Information about grammatical categories can only be included if the corpus has been parsed (i.e., sentences decomposed into their constituent parts) and tagged (i.e., the words assigned to their correct part of speech). Nowadays, most languages have dedicated computer programs that can parse the sentences of the language and provide part-of-speech tagging for the words in the language. Often-used programs in English are the CLAWS tagger from the University of Lancaster (Garside & Smith, 1987) and the Stanford Tagger (Toutanova et al., 2000; The Stanford Natural Language Processing Group), with accuracies up to 97% (van Heuven et al., 2014).

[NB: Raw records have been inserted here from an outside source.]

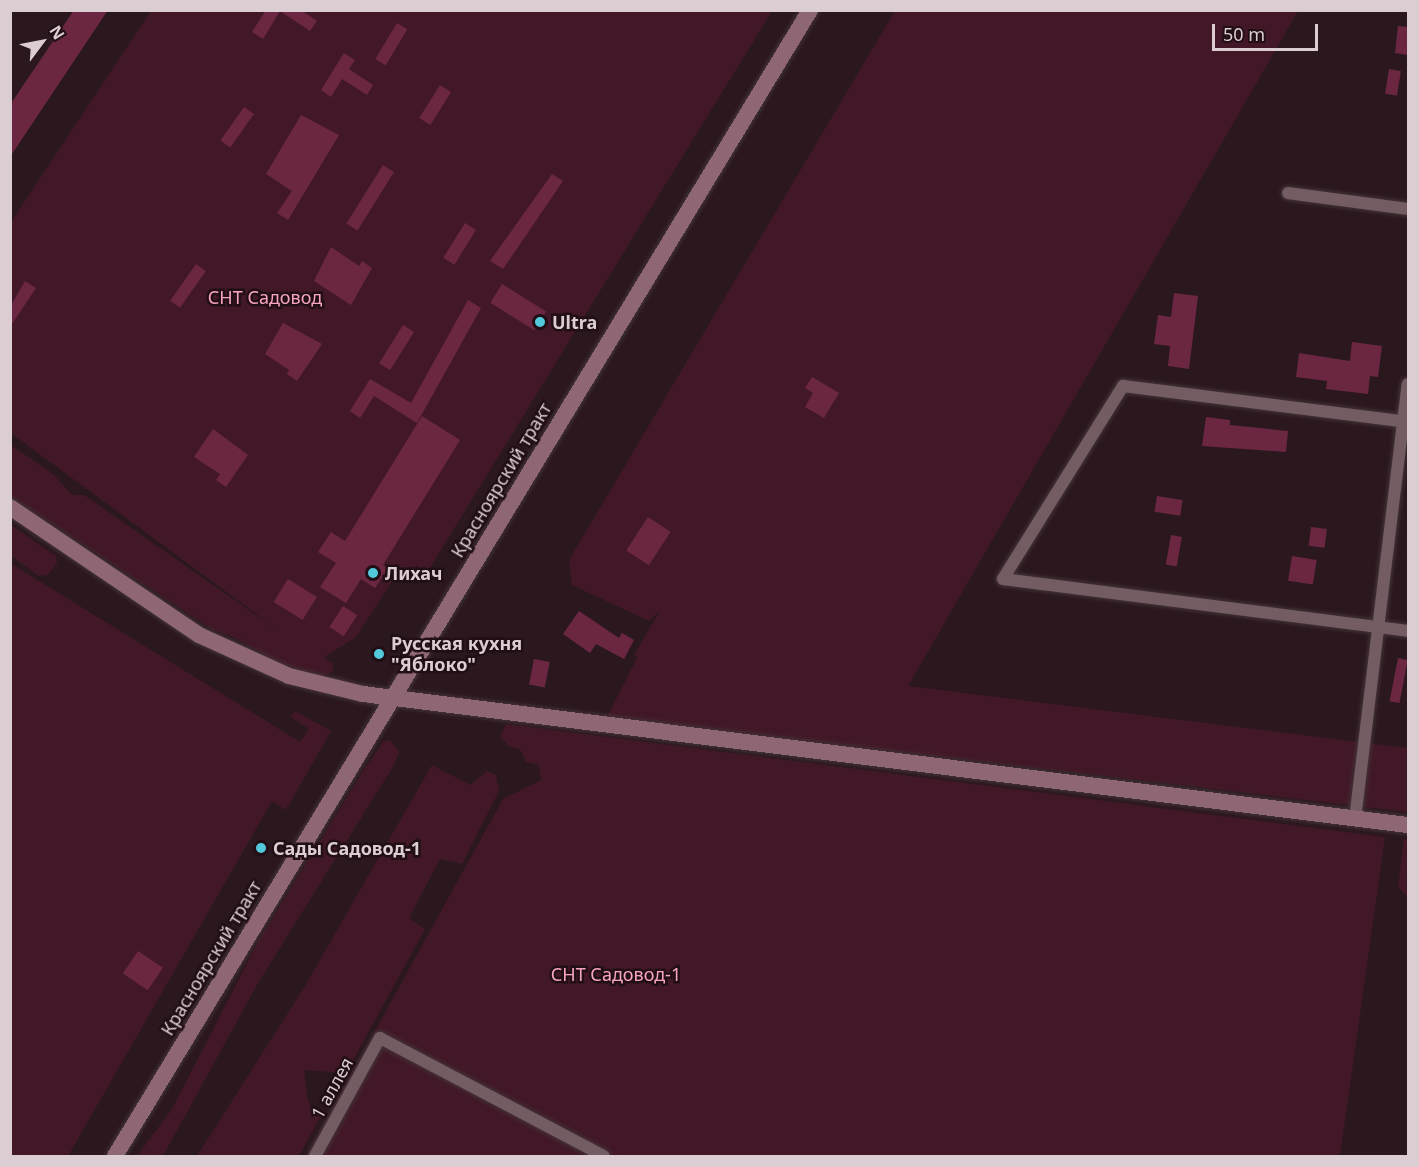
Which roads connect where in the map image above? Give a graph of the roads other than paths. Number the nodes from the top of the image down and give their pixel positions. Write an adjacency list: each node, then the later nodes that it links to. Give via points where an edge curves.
1 (810, 10): 9 (main road, Красноярский тракт)
2 (1288, 193): 3 (street)
3 (1408, 209)
4 (1408, 384): 5 (street)
5 (1406, 422): 7 (street); 7 (street, via 1124,386 1003,579)
6 (10, 507): 9 (main road, via 199,635 289,676)
7 (1379, 629): 8 (street); 10 (street)
8 (1408, 632)
9 (391, 698): 10 (main road); 12 (main road, Красноярский тракт)
10 (1355, 819): 11 (main road)
11 (1408, 825)
12 (114, 1156)
13 (315, 1156): 14 (street, 1 аллея, via 380,1038)
14 (604, 1156)

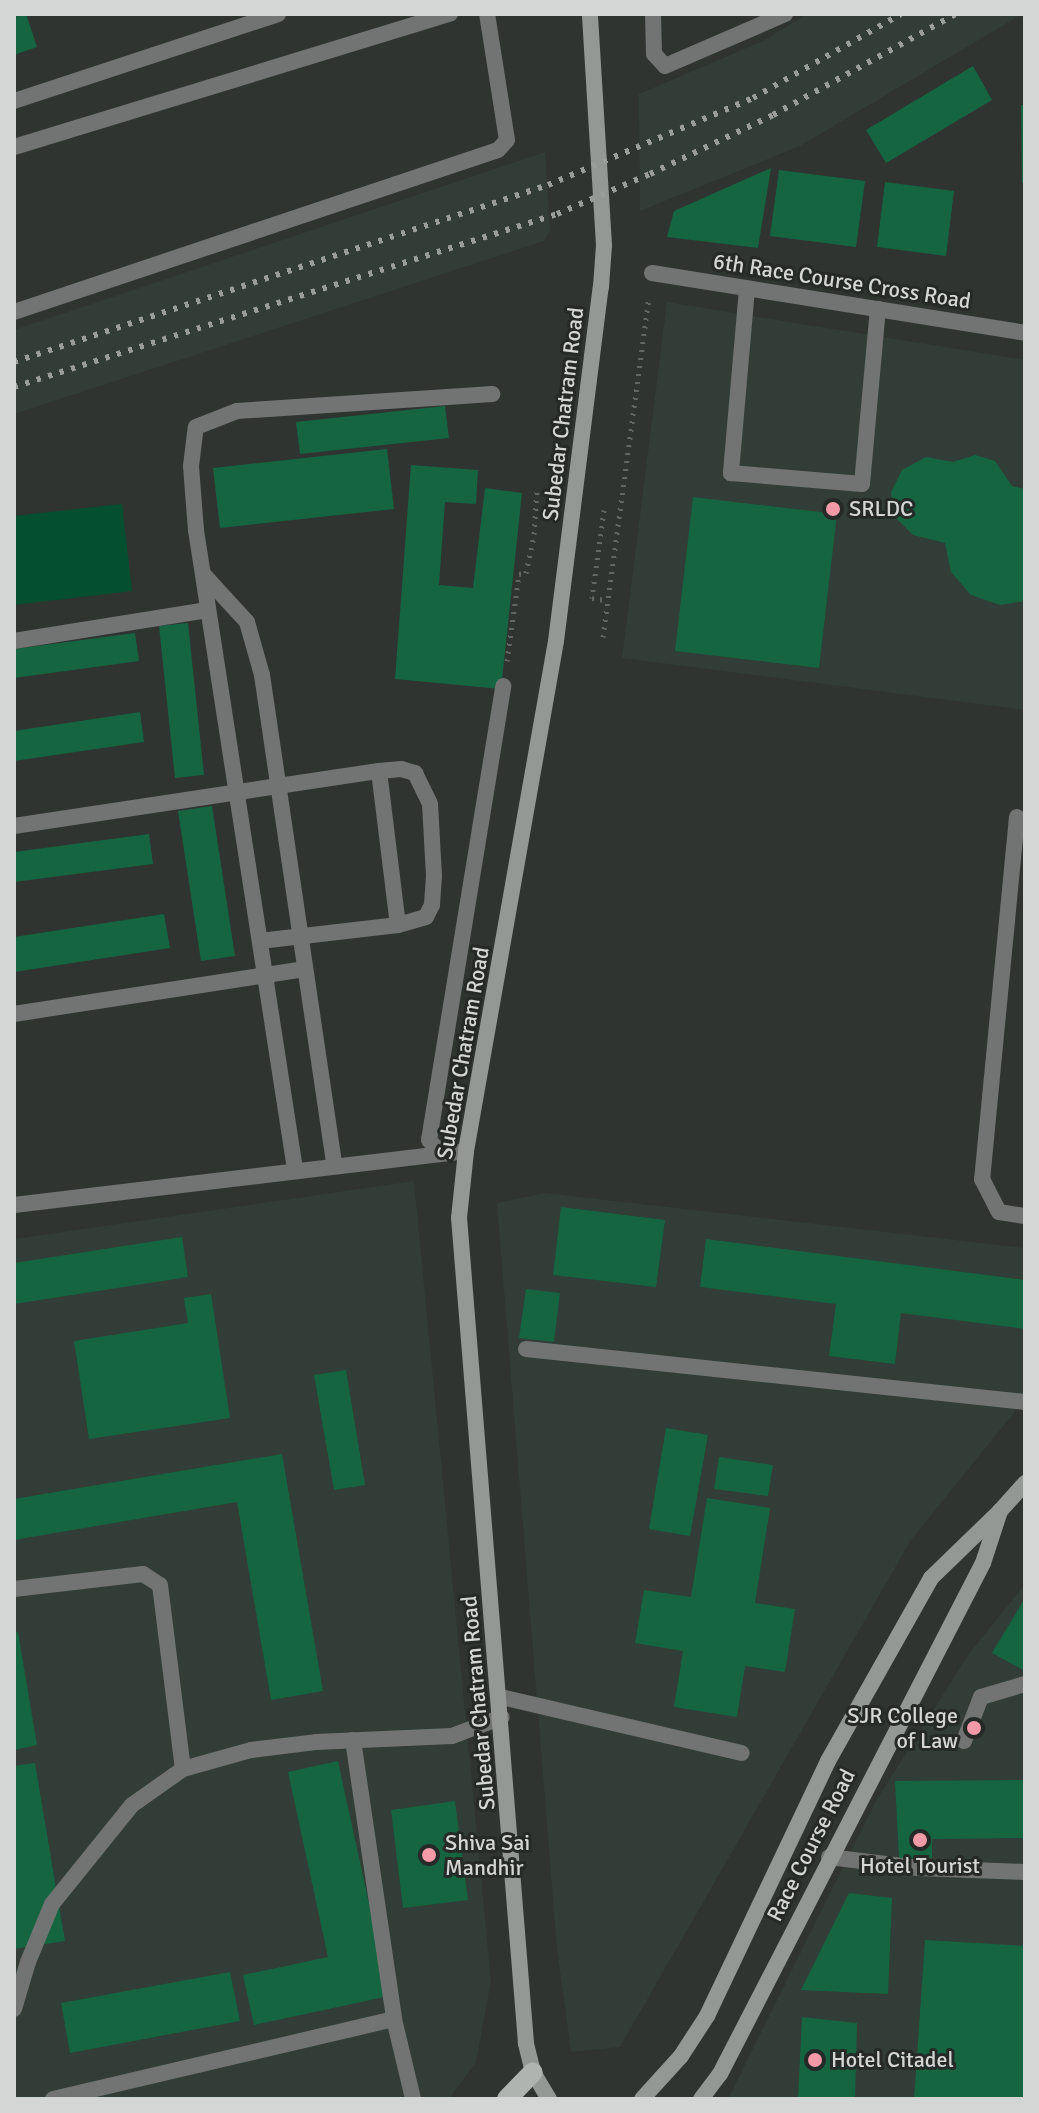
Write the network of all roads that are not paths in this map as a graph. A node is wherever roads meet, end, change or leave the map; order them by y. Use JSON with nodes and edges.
{"nodes":[{"id":1,"x":278,"y":14,"type":"edge"},
{"id":2,"x":450,"y":14,"type":"edge"},
{"id":3,"x":487,"y":14,"type":"edge"},
{"id":4,"x":590,"y":14,"type":"edge"},
{"id":5,"x":653,"y":14,"type":"edge"},
{"id":6,"x":785,"y":14,"type":"edge"},
{"id":7,"x":14,"y":101,"type":"edge"},
{"id":8,"x":14,"y":147,"type":"edge"},
{"id":9,"x":652,"y":273,"type":"road end"},
{"id":10,"x":747,"y":289,"type":"junction"},
{"id":11,"x":878,"y":309,"type":"junction"},
{"id":12,"x":14,"y":312,"type":"edge"},
{"id":13,"x":1025,"y":333,"type":"edge"},
{"id":14,"x":492,"y":394,"type":"dead end"},
{"id":15,"x":203,"y":574,"type":"junction"},
{"id":16,"x":208,"y":610,"type":"junction"},
{"id":17,"x":14,"y":641,"type":"edge"},
{"id":18,"x":503,"y":686,"type":"road end"},
{"id":19,"x":379,"y":771,"type":"junction"},
{"id":20,"x":279,"y":788,"type":"junction"},
{"id":21,"x":237,"y":793,"type":"junction"},
{"id":22,"x":1017,"y":817,"type":"dead end"},
{"id":23,"x":14,"y":826,"type":"edge"},
{"id":24,"x":398,"y":925,"type":"junction"},
{"id":25,"x":300,"y":935,"type":"junction"},
{"id":26,"x":260,"y":941,"type":"junction"},
{"id":27,"x":305,"y":969,"type":"junction"},
{"id":28,"x":265,"y":975,"type":"junction"},
{"id":29,"x":14,"y":1014,"type":"edge"},
{"id":30,"x":466,"y":1151,"type":"junction"},
{"id":31,"x":440,"y":1153,"type":"junction"},
{"id":32,"x":334,"y":1164,"type":"junction"},
{"id":33,"x":295,"y":1169,"type":"junction"},
{"id":34,"x":14,"y":1205,"type":"edge"},
{"id":35,"x":1025,"y":1216,"type":"edge"},
{"id":36,"x":526,"y":1349,"type":"dead end"},
{"id":37,"x":1025,"y":1402,"type":"edge"},
{"id":38,"x":1025,"y":1483,"type":"edge"},
{"id":39,"x":1000,"y":1511,"type":"junction"},
{"id":40,"x":14,"y":1589,"type":"edge"},
{"id":41,"x":1025,"y":1684,"type":"edge"},
{"id":42,"x":501,"y":1697,"type":"junction"},
{"id":43,"x":502,"y":1717,"type":"junction"},
{"id":44,"x":353,"y":1740,"type":"junction"},
{"id":45,"x":964,"y":1741,"type":"dead end"},
{"id":46,"x":742,"y":1753,"type":"dead end"},
{"id":47,"x":183,"y":1769,"type":"junction"},
{"id":48,"x":829,"y":1857,"type":"junction"},
{"id":49,"x":1025,"y":1872,"type":"edge"},
{"id":50,"x":14,"y":2009,"type":"edge"},
{"id":51,"x":394,"y":2019,"type":"junction"},
{"id":52,"x":533,"y":2072,"type":"junction"},
{"id":53,"x":62,"y":2098,"type":"edge"},
{"id":54,"x":413,"y":2099,"type":"edge"},
{"id":55,"x":507,"y":2099,"type":"edge"},
{"id":56,"x":549,"y":2099,"type":"edge"},
{"id":57,"x":642,"y":2099,"type":"edge"},
{"id":58,"x":701,"y":2099,"type":"edge"}],
"edges":[{"from":1,"to":7,"type":"street"},
{"from":2,"to":8,"type":"street"},
{"from":3,"to":12,"type":"street"},
{"from":4,"to":30,"type":"main road","name":"Subedar Chatram Road"},
{"from":5,"to":6,"type":"street"},
{"from":9,"to":10,"type":"street","name":"6th Race Course Cross Road"},
{"from":10,"to":11,"type":"street","name":"6th Race Course Cross Road"},
{"from":10,"to":11,"type":"street"},
{"from":11,"to":13,"type":"street","name":"6th Race Course Cross Road"},
{"from":14,"to":15,"type":"street"},
{"from":15,"to":16,"type":"street"},
{"from":15,"to":20,"type":"street"},
{"from":16,"to":17,"type":"street"},
{"from":16,"to":21,"type":"street"},
{"from":18,"to":31,"type":"street"},
{"from":19,"to":20,"type":"street"},
{"from":19,"to":24,"type":"street"},
{"from":19,"to":24,"type":"street"},
{"from":20,"to":21,"type":"street"},
{"from":20,"to":25,"type":"street"},
{"from":21,"to":23,"type":"street"},
{"from":21,"to":26,"type":"street"},
{"from":22,"to":35,"type":"street"},
{"from":24,"to":25,"type":"street"},
{"from":25,"to":26,"type":"street"},
{"from":25,"to":27,"type":"street"},
{"from":26,"to":28,"type":"street"},
{"from":27,"to":28,"type":"street"},
{"from":27,"to":32,"type":"street"},
{"from":28,"to":29,"type":"street"},
{"from":28,"to":33,"type":"street"},
{"from":30,"to":31,"type":"street"},
{"from":30,"to":42,"type":"main road","name":"Subedar Chatram Road"},
{"from":31,"to":32,"type":"street"},
{"from":32,"to":33,"type":"street"},
{"from":33,"to":34,"type":"street"},
{"from":36,"to":37,"type":"street"},
{"from":38,"to":39,"type":"main road","name":"Race Course Road"},
{"from":39,"to":48,"type":"main road","name":"Race Course Road"},
{"from":39,"to":57,"type":"main road"},
{"from":40,"to":47,"type":"street"},
{"from":41,"to":45,"type":"street"},
{"from":42,"to":43,"type":"main road","name":"Subedar Chatram Road"},
{"from":42,"to":46,"type":"street"},
{"from":43,"to":44,"type":"street"},
{"from":43,"to":52,"type":"main road","name":"Subedar Chatram Road"},
{"from":44,"to":47,"type":"street"},
{"from":44,"to":51,"type":"street"},
{"from":47,"to":50,"type":"street"},
{"from":48,"to":49,"type":"street"},
{"from":48,"to":58,"type":"main road","name":"Race Course Road"},
{"from":51,"to":53,"type":"street"},
{"from":51,"to":54,"type":"street"},
{"from":52,"to":55,"type":"main road"},
{"from":52,"to":56,"type":"main road","name":"Subedar Chatram Road"}]}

For Hindi we used the shallow parser developed by the Language Technologies Research Center (LTRC) at the Indian Institute of Information Technology Hyderabad (IIIT-H). The parser has an accuracy of up to 93% (Gadde & Yeleti, 2008). It is freely available on the website of the LTRC IIIT-Hyderabad, and has been downloaded and used without modification. It should be noted that the shallow parser for Hindi is a tool that is constantly being worked upon and is consequently updated in every successive version. We have downloaded Version 4.0, which has a tokenizer, morph analyser, p-o-s tagger, chunker and other useful modules.

Using the LTRC shallow parser, we provide part-of-speech tags and also part-of-speech-frequencies for each word. Because of the inaccuracy of the parser, it is better to consider these as useful guidelines than errorless norms. We provide up to eight different part-of-speech tags for a specific word along with the frequency with which a given word has appeared as the specific part of speech.

Correlations between the Shabd word frequencies and other word frequencies

A first way to examine the usefulness of word frequency norms is to examine how well the new norms correlate with existing ones. As indicated above, there are two existing sources that are of interest: the EMILLE corpus and the Worldlex word frequencies.

Although the EMILLE corpus does not provide word frequencies per se, it is possible to calculate them by downloading the corpus. We calculated the frequencies for this corpus in exactly the same way as we did for the Shabd corpus. The Hindi Worldlex frequencies are available for blogs and newspapers.

Table 1 shows the correlations between the various frequency estimates (logarithmic values). As can be seen, the Shabd frequencies are highly correlated with EMILLE and Wordlex frequencies. The maximum correlations are found with the Wordlex_News corpus, as can be expected given that both are based largely on newspapers (from the internet).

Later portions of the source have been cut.